5) Ah, the fraud factor. The GAO has been tracking fraud in the Medicaid system for at least a decade—mostly in the form of overpayment to private providers—with estimates of the total cost sometimes ranging as high as 10 percent. I'm not going to get into this really—it's a problem, sure, but it can be addressed through IT improvements, various antifraud measures, identifying improper billing, etc.—because it doesn't seem, in itself, a reason to scrap the program.
On the other hand, there is a serious tug of war going on between the federal and state governments over what to cover, what should be reimbursed, etc. etc. States always want greater flexibility with their Medicaid funds; some federal governments like to make some of the eligibility standards consistent across states, and so on.
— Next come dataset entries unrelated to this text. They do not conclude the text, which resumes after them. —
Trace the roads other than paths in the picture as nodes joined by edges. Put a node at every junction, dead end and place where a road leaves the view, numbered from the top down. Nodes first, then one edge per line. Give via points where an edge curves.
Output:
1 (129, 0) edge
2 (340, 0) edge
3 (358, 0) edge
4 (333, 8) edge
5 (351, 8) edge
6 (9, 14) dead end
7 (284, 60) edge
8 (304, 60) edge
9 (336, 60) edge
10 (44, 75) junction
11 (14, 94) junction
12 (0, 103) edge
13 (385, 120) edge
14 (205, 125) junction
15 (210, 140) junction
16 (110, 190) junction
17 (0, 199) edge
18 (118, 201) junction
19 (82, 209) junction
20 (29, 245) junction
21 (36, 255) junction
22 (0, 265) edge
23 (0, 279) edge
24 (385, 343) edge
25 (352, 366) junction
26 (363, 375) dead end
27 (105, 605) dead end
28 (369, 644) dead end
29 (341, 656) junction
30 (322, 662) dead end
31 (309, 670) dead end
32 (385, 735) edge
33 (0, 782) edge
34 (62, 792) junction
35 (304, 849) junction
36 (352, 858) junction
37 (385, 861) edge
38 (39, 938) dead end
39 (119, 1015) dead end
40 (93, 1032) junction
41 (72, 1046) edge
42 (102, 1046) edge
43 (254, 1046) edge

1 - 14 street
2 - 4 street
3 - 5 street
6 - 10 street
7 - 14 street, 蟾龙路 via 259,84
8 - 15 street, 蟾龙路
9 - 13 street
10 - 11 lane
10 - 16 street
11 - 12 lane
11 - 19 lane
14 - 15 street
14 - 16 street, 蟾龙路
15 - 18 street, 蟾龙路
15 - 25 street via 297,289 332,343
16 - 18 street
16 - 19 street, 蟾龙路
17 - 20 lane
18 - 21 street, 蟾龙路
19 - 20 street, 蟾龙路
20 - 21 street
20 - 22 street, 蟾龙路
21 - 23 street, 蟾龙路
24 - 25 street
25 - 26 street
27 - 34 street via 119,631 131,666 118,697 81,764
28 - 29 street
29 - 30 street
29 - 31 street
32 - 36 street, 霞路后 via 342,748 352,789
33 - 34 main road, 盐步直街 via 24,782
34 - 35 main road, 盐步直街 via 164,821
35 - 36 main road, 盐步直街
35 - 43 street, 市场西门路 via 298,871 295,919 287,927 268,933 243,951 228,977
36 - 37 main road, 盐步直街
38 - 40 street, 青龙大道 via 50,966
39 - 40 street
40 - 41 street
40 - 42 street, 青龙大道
Plus, some states use all sorts of loopholes to squeeze more out of the federal government. "Voluntary provider taxes" were a popular accounting trick for awhile, but this sort of stuff can easily be (and in fact was) cracked down on.
Of those, I'd say 2), 3), and 4) are the big problems. All of the Bush administration proposals—block grants or health savings accounts or what have you—are more or less designed to address problems 1) and 5). The problem is that Medicaid's costs aren't rising any faster than health care costs in general, so cutting Medicaid spending without addressing that deeper cost issue will simply swell the ranks of the uninsured. As for the fraud factor, eh, I'm not impressed. There are easier ways to manage that.
Anyway, by my clock I've been writing for about 40 minutes, which is way too long for a single blog post, so I'll stop here and get around to What Is To Be Done later on.